* **Your task**
Find the line with "Road topology of" in the listing below. Write it out exactly, along with every later line up to the final one.

* **Extracted data**
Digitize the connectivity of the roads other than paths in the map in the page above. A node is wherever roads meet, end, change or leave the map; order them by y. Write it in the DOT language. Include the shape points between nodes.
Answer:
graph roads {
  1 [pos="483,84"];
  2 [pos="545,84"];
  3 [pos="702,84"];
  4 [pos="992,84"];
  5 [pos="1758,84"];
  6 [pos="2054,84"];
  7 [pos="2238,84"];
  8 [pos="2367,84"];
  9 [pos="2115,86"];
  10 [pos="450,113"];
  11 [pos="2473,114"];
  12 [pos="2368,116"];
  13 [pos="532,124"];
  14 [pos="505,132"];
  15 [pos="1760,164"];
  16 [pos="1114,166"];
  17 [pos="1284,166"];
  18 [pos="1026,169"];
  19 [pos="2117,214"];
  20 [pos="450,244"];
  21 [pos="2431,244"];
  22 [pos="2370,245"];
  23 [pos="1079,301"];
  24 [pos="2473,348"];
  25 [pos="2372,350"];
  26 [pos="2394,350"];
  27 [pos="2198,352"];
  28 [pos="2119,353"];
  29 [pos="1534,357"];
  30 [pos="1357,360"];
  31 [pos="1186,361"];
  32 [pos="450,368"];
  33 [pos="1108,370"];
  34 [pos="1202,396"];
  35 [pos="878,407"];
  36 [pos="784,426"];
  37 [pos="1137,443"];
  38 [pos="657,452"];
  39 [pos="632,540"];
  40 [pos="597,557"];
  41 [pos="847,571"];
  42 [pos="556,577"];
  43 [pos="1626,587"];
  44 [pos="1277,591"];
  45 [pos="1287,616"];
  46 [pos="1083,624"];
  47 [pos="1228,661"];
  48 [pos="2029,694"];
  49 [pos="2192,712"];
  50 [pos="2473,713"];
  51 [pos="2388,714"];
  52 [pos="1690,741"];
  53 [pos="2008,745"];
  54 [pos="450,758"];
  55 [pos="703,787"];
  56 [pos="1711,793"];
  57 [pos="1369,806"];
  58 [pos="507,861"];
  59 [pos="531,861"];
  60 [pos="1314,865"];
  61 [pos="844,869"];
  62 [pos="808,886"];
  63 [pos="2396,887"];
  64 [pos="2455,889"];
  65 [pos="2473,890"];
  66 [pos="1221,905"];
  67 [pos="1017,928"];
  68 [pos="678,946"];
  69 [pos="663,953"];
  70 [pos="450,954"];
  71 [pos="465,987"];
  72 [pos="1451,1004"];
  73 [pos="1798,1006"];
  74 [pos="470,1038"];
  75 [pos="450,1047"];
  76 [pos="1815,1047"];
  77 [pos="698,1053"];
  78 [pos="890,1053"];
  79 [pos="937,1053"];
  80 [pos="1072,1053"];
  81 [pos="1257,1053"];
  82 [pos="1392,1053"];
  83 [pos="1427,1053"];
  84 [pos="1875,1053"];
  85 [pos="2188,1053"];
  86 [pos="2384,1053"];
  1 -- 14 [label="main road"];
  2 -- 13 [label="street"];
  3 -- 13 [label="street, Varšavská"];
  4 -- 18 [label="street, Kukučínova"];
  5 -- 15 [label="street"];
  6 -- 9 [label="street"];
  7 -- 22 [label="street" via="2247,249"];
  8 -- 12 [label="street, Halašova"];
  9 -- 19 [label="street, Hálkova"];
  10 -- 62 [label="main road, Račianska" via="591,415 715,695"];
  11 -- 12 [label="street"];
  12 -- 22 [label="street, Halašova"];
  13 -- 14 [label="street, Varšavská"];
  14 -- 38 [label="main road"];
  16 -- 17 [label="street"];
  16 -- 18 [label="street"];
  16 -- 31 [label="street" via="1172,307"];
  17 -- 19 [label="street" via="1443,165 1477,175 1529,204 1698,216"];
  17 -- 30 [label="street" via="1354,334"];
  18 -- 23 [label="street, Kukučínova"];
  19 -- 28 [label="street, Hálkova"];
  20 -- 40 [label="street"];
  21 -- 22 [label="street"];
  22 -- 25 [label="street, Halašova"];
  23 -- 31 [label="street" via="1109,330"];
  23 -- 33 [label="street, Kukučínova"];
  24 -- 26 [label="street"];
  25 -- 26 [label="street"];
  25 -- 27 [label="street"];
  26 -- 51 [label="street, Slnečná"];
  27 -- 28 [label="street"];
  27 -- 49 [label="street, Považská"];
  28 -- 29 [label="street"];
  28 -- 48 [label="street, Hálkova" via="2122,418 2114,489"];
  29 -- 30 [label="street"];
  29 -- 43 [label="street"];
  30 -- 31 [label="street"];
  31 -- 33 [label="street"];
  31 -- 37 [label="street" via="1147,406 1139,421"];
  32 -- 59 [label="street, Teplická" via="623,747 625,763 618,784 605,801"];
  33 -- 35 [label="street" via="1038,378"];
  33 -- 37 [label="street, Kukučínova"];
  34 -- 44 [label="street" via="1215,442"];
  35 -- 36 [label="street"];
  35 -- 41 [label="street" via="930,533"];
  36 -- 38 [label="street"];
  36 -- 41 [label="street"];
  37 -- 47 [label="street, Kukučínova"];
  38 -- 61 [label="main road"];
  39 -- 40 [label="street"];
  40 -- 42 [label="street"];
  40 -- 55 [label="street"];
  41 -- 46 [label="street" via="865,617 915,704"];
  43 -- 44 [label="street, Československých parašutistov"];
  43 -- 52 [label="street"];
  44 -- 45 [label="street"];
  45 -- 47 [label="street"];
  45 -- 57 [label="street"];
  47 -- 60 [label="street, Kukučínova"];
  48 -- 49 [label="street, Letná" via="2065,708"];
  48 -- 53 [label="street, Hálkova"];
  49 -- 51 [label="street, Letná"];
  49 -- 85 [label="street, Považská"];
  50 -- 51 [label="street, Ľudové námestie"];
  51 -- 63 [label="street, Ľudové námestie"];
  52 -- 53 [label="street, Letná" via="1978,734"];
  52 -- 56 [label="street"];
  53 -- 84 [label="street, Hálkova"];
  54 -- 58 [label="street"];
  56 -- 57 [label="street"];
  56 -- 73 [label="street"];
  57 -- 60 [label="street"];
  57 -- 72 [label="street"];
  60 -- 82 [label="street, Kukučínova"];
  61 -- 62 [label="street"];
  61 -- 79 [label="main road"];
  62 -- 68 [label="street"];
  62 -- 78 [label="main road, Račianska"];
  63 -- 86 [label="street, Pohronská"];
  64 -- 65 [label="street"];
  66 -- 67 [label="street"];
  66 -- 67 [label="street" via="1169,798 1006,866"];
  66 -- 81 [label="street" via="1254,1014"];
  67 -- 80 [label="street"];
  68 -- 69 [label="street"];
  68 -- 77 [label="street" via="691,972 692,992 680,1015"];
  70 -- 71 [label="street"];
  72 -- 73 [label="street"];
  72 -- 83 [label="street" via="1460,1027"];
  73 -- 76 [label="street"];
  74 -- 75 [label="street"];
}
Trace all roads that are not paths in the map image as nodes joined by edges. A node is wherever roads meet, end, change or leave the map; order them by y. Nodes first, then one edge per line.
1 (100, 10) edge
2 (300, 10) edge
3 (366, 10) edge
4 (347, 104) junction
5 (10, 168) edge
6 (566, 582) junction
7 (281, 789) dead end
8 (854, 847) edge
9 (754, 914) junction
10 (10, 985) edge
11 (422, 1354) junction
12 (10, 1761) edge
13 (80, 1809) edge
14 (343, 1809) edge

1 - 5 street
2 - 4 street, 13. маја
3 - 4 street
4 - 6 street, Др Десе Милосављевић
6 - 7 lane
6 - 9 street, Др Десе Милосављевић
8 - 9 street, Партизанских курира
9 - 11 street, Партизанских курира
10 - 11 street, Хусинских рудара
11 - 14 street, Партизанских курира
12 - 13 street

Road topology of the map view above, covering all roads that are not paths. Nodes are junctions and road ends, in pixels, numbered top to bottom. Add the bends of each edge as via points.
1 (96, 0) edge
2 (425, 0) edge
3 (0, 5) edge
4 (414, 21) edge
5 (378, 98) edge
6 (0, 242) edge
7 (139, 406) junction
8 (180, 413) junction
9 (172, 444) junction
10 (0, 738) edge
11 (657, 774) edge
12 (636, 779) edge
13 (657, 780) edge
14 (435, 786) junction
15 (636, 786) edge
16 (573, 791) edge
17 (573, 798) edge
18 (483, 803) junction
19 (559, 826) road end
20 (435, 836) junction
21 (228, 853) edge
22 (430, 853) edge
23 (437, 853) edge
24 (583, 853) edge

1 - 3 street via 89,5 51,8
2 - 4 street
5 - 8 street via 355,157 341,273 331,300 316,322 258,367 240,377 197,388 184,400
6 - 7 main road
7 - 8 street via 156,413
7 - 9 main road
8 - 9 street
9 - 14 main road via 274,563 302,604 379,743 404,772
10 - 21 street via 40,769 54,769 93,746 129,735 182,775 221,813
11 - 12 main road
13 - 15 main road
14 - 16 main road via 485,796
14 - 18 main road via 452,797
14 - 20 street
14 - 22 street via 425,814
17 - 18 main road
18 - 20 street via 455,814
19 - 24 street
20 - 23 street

* **Reply**
Road topology of the map view above, covering all roads that are not paths. Nodes are junctions and road ends, in pixels, numbered top to bottom. Add the bends of each edge as via points.
1 (96, 0) edge
2 (425, 0) edge
3 (0, 5) edge
4 (414, 21) edge
5 (378, 98) edge
6 (0, 242) edge
7 (139, 406) junction
8 (180, 413) junction
9 (172, 444) junction
10 (0, 738) edge
11 (657, 774) edge
12 (636, 779) edge
13 (657, 780) edge
14 (435, 786) junction
15 (636, 786) edge
16 (573, 791) edge
17 (573, 798) edge
18 (483, 803) junction
19 (559, 826) road end
20 (435, 836) junction
21 (228, 853) edge
22 (430, 853) edge
23 (437, 853) edge
24 (583, 853) edge

1 - 3 street via 89,5 51,8
2 - 4 street
5 - 8 street via 355,157 341,273 331,300 316,322 258,367 240,377 197,388 184,400
6 - 7 main road
7 - 8 street via 156,413
7 - 9 main road
8 - 9 street
9 - 14 main road via 274,563 302,604 379,743 404,772
10 - 21 street via 40,769 54,769 93,746 129,735 182,775 221,813
11 - 12 main road
13 - 15 main road
14 - 16 main road via 485,796
14 - 18 main road via 452,797
14 - 20 street
14 - 22 street via 425,814
17 - 18 main road
18 - 20 street via 455,814
19 - 24 street
20 - 23 street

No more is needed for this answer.